When Nikolaus Harnoncourt arrives to conduct the Vienna Philharmonic at the end of this month, it will be his first visit to Boston in longer than almost anyone can remember. Harnoncourt conducts regularly in New York but rarely undertakes the kind of extensive visit to the US he will be making with the Philharmonic anymore.

"It’s a real problem for me, because I suffer from extreme jet lag," he says on the phone from his home near Salzburg, Austria. "So when my clock is disturbed, I need a good three months to get in order again. At my age, to give away three months is not so simple."

Aside from a reluctance to undertake stateside touring, Harnoncourt, 73, shows few other signs of slowing down his busy musical life. Besides his continuing work with the Concentus Musicus of Vienna, the vanguard period-instrument orchestra that he founded in the late 1950s, he also regularly conducts and records with Europe’s great orchestras in repertoire that ranges from Beethoven to Berg. One could be forgiven for thinking that there are two Harnoncourts: the period-instrument "specialist" and the "Romantic." It’s an idea he says he understands but rejects.

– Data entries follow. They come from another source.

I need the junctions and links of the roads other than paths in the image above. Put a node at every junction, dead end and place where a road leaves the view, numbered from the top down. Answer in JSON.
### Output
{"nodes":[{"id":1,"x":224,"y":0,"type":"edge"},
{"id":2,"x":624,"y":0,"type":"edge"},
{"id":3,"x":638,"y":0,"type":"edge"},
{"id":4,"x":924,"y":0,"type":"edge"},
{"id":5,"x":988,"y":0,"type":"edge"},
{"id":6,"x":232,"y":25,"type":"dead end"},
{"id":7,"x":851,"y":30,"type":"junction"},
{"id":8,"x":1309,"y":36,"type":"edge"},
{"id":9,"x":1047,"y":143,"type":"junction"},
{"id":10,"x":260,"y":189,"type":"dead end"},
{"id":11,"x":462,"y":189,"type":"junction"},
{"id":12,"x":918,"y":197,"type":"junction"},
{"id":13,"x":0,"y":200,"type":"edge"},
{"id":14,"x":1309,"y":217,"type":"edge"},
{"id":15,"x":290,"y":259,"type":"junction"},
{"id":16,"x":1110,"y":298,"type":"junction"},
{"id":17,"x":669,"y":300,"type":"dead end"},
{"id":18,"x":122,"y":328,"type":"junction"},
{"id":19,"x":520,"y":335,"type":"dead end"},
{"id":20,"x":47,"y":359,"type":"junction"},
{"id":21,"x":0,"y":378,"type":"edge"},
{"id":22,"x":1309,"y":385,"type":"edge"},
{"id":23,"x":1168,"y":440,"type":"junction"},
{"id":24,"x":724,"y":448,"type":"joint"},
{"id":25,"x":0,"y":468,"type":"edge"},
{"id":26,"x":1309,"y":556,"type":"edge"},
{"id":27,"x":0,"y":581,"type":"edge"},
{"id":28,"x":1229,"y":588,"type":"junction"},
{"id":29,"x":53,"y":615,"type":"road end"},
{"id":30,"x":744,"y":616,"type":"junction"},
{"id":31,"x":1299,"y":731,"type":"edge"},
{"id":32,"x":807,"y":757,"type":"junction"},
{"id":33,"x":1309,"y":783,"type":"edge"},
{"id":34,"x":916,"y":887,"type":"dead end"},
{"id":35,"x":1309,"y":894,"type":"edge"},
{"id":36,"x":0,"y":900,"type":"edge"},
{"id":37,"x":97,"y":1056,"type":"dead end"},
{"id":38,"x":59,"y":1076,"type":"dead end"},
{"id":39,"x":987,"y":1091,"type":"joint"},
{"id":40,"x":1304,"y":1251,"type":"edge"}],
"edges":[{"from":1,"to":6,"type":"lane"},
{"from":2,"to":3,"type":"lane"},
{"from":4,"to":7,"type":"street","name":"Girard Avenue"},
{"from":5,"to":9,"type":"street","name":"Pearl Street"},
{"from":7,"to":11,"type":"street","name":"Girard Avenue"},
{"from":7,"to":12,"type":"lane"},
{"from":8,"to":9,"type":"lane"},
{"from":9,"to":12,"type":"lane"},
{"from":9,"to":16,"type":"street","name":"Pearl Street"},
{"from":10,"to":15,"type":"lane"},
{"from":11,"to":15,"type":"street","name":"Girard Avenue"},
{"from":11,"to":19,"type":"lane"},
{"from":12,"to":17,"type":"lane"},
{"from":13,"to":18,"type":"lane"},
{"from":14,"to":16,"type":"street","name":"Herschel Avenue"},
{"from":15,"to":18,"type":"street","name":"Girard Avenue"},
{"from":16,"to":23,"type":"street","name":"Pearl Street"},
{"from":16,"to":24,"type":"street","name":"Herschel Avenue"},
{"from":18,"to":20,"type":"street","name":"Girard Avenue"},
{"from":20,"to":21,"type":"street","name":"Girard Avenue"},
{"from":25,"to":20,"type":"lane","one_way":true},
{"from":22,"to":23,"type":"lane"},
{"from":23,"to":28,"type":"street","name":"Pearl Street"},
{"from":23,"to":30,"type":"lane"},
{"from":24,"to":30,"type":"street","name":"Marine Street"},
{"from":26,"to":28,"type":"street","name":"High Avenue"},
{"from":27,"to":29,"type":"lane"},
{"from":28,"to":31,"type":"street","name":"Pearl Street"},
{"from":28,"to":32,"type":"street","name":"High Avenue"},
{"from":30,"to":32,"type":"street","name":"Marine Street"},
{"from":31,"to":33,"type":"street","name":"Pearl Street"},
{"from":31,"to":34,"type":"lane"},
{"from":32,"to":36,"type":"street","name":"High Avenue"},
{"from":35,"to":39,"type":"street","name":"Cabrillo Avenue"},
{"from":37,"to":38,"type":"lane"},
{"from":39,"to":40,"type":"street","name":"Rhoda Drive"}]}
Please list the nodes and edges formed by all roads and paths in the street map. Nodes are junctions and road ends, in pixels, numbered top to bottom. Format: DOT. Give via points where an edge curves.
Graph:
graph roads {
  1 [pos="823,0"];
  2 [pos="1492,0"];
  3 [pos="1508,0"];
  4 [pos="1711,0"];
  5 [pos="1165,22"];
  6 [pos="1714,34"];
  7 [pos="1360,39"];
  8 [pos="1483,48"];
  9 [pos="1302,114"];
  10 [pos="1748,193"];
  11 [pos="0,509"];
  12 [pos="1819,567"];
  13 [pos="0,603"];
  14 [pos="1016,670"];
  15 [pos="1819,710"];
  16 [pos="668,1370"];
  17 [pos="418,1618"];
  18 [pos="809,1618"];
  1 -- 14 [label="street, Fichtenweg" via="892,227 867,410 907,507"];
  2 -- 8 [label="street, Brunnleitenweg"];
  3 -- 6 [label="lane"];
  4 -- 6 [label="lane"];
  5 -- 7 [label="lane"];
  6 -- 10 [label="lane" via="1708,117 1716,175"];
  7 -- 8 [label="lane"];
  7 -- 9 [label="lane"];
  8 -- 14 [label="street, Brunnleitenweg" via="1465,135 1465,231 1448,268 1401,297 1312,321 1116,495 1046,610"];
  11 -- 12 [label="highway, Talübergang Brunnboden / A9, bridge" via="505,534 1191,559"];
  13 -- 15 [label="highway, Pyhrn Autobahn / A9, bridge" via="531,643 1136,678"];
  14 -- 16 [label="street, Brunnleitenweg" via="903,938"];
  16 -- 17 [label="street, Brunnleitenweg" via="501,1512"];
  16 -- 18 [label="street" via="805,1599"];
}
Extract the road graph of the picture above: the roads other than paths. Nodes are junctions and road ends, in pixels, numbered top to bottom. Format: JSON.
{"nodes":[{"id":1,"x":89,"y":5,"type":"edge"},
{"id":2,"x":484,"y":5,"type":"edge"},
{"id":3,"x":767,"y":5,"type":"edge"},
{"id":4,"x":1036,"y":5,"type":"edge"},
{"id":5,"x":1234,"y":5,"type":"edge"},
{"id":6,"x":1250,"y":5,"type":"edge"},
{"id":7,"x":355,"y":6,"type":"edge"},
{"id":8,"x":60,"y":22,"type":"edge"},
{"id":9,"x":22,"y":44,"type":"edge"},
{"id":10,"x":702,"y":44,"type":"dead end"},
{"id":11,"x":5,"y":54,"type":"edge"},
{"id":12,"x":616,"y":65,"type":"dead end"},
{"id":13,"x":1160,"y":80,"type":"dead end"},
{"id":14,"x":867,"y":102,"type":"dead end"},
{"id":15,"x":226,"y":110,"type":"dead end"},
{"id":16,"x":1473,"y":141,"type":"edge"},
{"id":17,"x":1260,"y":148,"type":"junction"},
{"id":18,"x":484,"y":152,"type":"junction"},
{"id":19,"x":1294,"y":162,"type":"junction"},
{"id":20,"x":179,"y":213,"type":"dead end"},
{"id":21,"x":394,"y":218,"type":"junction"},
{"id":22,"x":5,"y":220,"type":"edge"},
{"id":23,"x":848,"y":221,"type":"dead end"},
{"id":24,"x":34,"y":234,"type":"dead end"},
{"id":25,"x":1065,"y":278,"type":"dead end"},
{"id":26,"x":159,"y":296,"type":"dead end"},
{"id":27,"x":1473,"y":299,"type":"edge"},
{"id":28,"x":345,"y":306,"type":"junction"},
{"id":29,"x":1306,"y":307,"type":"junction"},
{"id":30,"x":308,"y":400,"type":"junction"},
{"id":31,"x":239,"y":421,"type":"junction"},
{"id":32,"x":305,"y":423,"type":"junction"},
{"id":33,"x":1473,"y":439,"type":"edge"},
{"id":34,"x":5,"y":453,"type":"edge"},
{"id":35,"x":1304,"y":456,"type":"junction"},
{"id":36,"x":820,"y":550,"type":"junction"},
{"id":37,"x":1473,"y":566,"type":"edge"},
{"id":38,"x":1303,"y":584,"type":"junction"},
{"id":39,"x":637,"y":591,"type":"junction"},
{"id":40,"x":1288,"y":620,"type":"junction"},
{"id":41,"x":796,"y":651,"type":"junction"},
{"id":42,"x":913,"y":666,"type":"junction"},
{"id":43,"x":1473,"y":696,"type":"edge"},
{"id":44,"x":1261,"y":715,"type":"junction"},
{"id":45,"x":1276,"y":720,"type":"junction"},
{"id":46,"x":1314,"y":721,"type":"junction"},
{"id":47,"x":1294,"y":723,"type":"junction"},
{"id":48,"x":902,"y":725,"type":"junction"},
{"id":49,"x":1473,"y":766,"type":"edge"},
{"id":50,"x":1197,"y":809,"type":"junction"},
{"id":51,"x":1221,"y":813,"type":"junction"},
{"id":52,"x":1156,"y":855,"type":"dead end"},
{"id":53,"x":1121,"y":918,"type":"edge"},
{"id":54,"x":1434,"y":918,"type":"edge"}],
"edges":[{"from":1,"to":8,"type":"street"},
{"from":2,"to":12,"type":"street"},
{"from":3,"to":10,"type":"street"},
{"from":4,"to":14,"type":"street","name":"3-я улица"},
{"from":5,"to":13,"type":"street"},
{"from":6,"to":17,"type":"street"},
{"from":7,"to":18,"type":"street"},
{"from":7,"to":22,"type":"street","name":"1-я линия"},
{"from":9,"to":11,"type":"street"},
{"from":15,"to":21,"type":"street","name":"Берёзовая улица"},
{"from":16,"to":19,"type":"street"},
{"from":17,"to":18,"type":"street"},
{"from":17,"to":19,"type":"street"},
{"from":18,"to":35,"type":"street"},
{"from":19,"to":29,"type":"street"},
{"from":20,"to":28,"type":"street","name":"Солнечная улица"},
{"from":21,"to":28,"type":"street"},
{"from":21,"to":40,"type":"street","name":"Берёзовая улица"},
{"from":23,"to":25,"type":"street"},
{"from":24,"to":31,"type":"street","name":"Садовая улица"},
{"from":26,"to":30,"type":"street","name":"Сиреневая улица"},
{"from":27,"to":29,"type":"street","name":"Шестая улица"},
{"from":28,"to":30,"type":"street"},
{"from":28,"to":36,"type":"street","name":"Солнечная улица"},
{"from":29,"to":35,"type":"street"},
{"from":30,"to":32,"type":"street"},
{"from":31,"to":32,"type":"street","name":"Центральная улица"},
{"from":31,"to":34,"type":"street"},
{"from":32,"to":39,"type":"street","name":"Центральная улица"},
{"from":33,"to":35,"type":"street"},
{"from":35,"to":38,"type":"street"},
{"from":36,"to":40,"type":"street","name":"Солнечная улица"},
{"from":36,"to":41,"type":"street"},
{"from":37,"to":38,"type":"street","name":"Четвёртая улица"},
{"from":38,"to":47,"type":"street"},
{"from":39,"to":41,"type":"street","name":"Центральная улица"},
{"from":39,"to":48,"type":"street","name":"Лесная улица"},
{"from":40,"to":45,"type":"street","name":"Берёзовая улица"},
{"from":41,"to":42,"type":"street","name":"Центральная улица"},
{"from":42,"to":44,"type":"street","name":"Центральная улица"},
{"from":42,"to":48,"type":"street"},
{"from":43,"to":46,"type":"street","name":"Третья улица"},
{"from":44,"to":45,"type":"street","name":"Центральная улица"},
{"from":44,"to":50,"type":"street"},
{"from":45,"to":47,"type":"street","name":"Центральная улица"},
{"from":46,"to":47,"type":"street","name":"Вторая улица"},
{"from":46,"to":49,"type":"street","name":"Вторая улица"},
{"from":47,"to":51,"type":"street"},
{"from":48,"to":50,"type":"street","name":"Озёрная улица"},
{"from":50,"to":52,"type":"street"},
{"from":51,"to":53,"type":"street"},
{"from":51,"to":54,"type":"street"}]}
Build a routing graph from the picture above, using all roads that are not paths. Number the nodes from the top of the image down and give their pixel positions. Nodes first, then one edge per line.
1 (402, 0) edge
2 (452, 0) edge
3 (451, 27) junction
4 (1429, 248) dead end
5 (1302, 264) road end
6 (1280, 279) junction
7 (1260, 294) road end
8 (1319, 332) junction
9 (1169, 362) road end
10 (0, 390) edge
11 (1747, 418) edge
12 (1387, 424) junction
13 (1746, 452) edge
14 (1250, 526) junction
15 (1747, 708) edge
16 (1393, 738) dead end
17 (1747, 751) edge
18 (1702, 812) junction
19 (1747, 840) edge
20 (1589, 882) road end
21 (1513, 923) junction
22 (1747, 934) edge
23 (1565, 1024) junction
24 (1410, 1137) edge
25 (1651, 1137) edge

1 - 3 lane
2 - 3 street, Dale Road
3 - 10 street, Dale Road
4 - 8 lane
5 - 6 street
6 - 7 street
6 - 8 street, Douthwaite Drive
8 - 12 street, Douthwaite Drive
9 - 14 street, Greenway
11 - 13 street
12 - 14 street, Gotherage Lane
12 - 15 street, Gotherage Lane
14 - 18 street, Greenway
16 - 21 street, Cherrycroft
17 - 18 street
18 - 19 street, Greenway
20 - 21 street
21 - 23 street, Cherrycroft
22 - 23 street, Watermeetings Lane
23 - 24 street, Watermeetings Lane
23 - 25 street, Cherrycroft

"Really, I am simply an enemy of ‘specialism,’" he says. "That sort of division didn’t exist when I started making music." He founded the Concentus Musicus to perform Bach and other Baroque music because he felt that "the music was much better than the performances. It was exciting in temperament if I looked in the score, but when I played it with the orchestra [the Vienna Symphony, where Harnoncourt was a cellist for 17 years], it was not very satisfying. It was like marmalade without structure."

His goal is "always to bring emotion and Romanticism to music," whatever its era. "But it is absolutely necessary to know a lot of things to make music correctly. And it’s the same whether you play Berg, Stravinsky, or Bach. When you approach with nothing more than emotion, you can make very beautiful sound, but you can make terrible mistakes at the same time."

His shake-things-up attitude served him well when, in the early 1990s, he and the Chamber Orchestra of Europe recorded the complete symphonies of Beethoven, whose Pastorale Symphony will be on the bill at Symphony Hall. "Already in Beethoven’s first symphonies and concertos, he came like a devil," Harnoncourt says. "Absolutely new ideas — one could feel already the demonic possibilities. I felt that conductors and orchestras approached Beethoven from the side of the late-19th century. They did not regard him enough as what he was earlier — a real explosion in his time. For me it was relatively easy to approach him from the standpoint of earlier Viennese classicism and to feel what he did for the first time, the shock. The spirit of the first performance — this spirit is very important to me, and I want to have it all the time, whatever orchestra I conduct."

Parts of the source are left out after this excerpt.